● WORK TO BE COMPLETED
From the data underneath, reproduce exactly the stretch that begins at the line with "wrist: (62, 203)" and ends after the line with "thumb mcp: (147, 118)".

● PROVIDED INFORMATION
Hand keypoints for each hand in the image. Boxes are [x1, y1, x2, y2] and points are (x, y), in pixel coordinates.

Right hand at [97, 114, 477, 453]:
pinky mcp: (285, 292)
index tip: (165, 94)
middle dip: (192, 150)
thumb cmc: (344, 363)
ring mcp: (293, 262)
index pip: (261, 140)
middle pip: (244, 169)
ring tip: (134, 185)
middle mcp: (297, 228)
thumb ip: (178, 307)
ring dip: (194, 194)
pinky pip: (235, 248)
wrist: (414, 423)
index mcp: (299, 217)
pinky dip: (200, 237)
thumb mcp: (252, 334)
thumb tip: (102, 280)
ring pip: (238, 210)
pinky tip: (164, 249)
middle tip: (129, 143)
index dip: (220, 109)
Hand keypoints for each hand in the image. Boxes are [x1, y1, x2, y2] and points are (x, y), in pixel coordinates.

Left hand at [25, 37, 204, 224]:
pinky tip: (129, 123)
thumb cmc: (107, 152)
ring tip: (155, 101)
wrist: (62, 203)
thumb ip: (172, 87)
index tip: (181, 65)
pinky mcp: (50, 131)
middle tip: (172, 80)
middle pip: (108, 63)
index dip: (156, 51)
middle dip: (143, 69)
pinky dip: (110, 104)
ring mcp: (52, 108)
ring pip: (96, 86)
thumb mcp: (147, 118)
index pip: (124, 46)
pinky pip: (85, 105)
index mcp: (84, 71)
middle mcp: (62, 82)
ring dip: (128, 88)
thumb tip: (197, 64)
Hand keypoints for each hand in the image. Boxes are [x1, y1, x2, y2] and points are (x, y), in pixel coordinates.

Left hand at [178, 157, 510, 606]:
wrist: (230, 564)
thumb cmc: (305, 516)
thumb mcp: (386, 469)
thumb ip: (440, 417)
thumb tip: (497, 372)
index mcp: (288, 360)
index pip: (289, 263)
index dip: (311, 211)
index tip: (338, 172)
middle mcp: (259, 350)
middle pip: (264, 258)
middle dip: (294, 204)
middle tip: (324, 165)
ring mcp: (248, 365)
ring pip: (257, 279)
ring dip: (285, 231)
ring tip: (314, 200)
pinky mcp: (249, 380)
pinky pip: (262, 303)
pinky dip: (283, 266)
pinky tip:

● SOLVED PROBLEM
wrist: (62, 203)
thumb ip: (172, 87)
index tip: (181, 65)
pinky mcp: (50, 131)
middle tip: (172, 80)
middle pip: (108, 63)
index dip: (156, 51)
middle dip: (143, 69)
pinky dip: (110, 104)
ring mcp: (52, 108)
ring pip: (96, 86)
thumb mcp: (147, 118)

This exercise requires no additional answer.